- _Exercise details_: Every line with the string "Villanueva" should be copied from the data.

- _Exercise inputs_:
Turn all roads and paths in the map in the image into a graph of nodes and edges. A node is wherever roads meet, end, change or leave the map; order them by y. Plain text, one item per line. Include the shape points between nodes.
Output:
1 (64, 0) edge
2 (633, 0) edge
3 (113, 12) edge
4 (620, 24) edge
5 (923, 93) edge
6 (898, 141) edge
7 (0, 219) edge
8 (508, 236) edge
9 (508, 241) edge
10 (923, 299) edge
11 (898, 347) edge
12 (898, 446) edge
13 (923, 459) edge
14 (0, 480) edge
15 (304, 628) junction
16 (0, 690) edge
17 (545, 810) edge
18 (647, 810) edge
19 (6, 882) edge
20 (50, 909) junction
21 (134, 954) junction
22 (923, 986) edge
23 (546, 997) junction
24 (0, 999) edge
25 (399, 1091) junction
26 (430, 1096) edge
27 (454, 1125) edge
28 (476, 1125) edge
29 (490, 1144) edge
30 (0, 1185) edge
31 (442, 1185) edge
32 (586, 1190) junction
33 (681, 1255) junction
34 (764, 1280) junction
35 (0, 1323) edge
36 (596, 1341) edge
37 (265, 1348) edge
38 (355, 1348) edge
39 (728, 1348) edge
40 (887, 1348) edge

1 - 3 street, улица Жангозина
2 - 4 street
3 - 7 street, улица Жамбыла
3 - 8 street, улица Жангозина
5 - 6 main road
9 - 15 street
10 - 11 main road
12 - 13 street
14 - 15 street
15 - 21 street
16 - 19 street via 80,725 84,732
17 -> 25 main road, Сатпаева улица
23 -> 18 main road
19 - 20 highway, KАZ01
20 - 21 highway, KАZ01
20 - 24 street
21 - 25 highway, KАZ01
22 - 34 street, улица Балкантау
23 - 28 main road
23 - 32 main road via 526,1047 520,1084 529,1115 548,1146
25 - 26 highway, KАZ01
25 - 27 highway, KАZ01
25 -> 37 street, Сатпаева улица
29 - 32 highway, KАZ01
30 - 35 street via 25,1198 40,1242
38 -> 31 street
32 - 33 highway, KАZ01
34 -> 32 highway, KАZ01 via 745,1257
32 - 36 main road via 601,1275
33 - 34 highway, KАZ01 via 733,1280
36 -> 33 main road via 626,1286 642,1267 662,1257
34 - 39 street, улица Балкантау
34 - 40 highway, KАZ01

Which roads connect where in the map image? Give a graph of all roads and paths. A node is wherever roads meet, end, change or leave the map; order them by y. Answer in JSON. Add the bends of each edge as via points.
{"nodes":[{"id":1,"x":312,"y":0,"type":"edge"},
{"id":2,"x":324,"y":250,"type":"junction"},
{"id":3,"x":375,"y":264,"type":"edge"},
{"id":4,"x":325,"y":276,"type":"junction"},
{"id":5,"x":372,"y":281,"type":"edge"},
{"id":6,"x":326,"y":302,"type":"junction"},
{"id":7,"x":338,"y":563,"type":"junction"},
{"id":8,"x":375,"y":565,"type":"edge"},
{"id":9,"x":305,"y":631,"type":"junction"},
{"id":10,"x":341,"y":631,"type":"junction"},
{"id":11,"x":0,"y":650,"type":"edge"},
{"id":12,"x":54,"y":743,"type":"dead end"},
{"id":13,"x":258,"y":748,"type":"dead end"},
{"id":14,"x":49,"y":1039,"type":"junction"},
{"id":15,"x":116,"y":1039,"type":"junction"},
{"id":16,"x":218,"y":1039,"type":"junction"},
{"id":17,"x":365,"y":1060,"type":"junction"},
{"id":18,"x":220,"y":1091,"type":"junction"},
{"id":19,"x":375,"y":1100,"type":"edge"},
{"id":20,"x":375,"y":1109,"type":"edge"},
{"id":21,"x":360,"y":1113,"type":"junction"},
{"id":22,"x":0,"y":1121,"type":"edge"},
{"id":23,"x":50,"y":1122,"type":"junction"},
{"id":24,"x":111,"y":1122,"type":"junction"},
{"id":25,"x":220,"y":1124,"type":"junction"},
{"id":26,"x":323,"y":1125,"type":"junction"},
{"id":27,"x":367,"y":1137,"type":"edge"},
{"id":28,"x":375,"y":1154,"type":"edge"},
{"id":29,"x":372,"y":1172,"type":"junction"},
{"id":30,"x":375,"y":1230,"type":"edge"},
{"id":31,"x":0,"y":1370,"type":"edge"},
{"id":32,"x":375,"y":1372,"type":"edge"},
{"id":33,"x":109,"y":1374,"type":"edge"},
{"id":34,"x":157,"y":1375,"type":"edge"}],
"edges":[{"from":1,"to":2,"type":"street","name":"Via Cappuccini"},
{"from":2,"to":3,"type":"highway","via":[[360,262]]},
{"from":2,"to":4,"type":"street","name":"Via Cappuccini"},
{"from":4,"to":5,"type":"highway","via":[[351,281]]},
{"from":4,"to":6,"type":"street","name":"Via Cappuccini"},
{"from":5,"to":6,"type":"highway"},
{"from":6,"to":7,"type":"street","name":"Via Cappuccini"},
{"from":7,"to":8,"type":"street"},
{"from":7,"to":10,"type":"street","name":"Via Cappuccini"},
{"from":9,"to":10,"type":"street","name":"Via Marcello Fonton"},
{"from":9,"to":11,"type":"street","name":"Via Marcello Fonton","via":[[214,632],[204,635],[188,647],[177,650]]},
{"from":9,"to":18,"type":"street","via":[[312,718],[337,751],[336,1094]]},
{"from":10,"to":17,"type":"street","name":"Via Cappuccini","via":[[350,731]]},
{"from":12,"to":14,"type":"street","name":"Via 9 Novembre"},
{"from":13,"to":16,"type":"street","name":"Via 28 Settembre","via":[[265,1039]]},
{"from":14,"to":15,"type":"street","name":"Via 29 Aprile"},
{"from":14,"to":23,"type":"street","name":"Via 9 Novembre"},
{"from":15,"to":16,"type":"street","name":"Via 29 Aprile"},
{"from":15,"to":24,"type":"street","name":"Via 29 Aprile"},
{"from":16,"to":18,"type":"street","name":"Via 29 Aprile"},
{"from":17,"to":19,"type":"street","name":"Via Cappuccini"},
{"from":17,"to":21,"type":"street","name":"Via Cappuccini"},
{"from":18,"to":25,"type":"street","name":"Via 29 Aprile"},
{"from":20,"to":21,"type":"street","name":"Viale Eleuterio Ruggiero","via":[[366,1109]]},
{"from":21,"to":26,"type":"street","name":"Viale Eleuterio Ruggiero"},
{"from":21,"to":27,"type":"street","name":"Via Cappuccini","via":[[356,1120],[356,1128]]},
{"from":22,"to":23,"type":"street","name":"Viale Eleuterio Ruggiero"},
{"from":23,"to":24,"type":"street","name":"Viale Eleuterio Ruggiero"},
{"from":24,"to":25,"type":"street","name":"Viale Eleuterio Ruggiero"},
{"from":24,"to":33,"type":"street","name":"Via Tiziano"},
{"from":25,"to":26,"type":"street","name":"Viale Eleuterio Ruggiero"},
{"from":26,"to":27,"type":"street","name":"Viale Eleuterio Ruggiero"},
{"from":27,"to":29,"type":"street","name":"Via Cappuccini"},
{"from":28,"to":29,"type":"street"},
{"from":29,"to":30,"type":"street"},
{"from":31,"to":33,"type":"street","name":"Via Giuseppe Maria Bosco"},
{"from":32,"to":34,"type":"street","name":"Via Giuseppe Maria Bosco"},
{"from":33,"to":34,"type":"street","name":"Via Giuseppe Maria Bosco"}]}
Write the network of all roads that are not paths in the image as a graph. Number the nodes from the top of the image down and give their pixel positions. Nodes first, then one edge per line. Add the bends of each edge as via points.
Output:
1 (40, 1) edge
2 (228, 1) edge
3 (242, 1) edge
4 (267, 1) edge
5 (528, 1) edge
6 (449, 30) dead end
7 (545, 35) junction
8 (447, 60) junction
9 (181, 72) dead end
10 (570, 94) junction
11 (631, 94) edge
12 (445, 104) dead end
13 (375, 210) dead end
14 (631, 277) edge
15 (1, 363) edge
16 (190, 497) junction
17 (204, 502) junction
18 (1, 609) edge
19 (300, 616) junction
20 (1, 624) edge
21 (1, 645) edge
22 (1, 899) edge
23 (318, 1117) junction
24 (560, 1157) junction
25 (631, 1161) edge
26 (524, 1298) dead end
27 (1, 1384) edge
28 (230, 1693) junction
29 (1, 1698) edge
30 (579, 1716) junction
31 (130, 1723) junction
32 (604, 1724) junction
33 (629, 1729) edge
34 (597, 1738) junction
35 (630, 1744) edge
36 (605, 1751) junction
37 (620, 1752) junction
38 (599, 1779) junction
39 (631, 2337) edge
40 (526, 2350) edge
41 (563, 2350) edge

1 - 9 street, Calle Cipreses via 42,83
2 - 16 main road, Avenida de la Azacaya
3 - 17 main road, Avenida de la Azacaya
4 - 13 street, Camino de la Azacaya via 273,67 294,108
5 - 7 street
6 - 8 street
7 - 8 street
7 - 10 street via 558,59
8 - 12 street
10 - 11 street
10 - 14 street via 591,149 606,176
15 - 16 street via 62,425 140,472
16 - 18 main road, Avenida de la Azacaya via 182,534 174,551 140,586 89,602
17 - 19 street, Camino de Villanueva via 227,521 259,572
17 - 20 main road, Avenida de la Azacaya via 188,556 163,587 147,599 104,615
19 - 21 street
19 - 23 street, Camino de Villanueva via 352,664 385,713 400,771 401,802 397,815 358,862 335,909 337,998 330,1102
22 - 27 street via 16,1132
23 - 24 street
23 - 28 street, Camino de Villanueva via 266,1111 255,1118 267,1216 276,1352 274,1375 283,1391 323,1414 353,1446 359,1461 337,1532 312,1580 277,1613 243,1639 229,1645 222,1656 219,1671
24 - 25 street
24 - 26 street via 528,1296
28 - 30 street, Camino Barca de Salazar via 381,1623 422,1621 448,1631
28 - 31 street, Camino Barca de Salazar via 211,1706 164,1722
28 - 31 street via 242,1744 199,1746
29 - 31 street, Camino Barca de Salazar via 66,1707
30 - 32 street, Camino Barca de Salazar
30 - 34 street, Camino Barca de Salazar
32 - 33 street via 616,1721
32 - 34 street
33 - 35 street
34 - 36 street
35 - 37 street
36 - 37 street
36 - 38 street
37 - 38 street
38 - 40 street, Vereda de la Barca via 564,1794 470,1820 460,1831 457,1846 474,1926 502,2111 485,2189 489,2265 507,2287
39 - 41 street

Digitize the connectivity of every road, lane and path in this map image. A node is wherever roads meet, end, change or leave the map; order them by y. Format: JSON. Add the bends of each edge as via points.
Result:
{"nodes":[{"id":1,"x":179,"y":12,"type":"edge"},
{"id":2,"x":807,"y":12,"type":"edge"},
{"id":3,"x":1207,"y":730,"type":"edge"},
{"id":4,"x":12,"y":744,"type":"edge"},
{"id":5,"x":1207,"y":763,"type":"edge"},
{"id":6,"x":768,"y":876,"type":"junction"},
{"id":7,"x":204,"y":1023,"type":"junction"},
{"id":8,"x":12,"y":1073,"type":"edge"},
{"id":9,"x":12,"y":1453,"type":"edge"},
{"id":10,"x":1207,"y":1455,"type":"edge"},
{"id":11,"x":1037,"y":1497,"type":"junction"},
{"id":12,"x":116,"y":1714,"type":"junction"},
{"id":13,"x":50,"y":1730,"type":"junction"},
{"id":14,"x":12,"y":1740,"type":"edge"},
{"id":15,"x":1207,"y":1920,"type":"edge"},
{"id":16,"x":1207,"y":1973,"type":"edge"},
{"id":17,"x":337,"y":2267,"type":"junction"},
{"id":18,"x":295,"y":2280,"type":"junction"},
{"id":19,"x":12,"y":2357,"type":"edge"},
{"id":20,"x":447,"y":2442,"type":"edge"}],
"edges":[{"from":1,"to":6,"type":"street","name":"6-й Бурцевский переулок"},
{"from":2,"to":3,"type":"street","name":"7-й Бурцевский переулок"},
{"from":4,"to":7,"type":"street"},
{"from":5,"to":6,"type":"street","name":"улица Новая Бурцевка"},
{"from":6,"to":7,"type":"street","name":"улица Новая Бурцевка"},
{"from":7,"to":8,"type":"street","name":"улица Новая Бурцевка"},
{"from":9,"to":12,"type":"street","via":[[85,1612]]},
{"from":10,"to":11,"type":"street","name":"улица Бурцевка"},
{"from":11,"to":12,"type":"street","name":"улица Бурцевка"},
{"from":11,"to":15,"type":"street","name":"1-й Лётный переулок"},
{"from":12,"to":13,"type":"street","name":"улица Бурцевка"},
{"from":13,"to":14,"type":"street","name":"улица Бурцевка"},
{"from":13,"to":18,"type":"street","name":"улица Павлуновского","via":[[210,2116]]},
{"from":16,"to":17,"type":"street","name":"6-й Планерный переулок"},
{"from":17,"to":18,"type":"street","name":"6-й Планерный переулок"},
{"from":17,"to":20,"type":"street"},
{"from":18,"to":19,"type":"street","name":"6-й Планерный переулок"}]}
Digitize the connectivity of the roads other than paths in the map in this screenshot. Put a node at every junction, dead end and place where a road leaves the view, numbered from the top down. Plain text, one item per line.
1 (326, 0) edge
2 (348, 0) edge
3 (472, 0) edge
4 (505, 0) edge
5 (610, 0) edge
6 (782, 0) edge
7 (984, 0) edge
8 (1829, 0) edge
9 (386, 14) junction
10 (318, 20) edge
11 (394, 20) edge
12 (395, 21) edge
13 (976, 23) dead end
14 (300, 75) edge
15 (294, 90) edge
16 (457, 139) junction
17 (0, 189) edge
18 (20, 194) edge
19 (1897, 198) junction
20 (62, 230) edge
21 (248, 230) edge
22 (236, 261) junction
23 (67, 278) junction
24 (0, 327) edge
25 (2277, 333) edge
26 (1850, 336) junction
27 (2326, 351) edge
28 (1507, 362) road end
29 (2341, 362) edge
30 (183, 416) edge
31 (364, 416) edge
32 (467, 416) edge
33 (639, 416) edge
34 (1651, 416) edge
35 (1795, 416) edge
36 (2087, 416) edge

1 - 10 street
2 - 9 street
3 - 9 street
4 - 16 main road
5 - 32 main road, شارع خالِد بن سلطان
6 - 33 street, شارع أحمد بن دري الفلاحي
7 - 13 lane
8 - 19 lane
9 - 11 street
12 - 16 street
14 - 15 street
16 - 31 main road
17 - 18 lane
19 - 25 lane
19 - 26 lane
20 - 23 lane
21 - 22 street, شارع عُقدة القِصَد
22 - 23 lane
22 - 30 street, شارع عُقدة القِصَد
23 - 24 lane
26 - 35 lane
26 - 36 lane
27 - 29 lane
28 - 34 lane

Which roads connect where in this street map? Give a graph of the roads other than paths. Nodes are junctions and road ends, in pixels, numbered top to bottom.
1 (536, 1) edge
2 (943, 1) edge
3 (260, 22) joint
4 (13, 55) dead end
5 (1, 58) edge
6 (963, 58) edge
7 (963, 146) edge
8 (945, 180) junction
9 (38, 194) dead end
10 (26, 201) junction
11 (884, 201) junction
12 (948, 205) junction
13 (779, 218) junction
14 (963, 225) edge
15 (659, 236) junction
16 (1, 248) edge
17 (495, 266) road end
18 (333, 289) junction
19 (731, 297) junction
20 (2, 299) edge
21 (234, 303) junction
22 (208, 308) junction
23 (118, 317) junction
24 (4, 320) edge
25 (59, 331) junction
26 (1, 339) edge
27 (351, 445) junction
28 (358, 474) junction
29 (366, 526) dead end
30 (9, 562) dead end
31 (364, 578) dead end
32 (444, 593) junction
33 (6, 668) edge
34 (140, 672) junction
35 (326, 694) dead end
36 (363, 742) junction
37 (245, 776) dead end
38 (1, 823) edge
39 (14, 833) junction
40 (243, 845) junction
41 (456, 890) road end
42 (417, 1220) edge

- _Output for this task_:
17 - 19 street, Camino de Villanueva via 227,521 259,572
19 - 23 street, Camino de Villanueva via 352,664 385,713 400,771 401,802 397,815 358,862 335,909 337,998 330,1102
23 - 28 street, Camino de Villanueva via 266,1111 255,1118 267,1216 276,1352 274,1375 283,1391 323,1414 353,1446 359,1461 337,1532 312,1580 277,1613 243,1639 229,1645 222,1656 219,1671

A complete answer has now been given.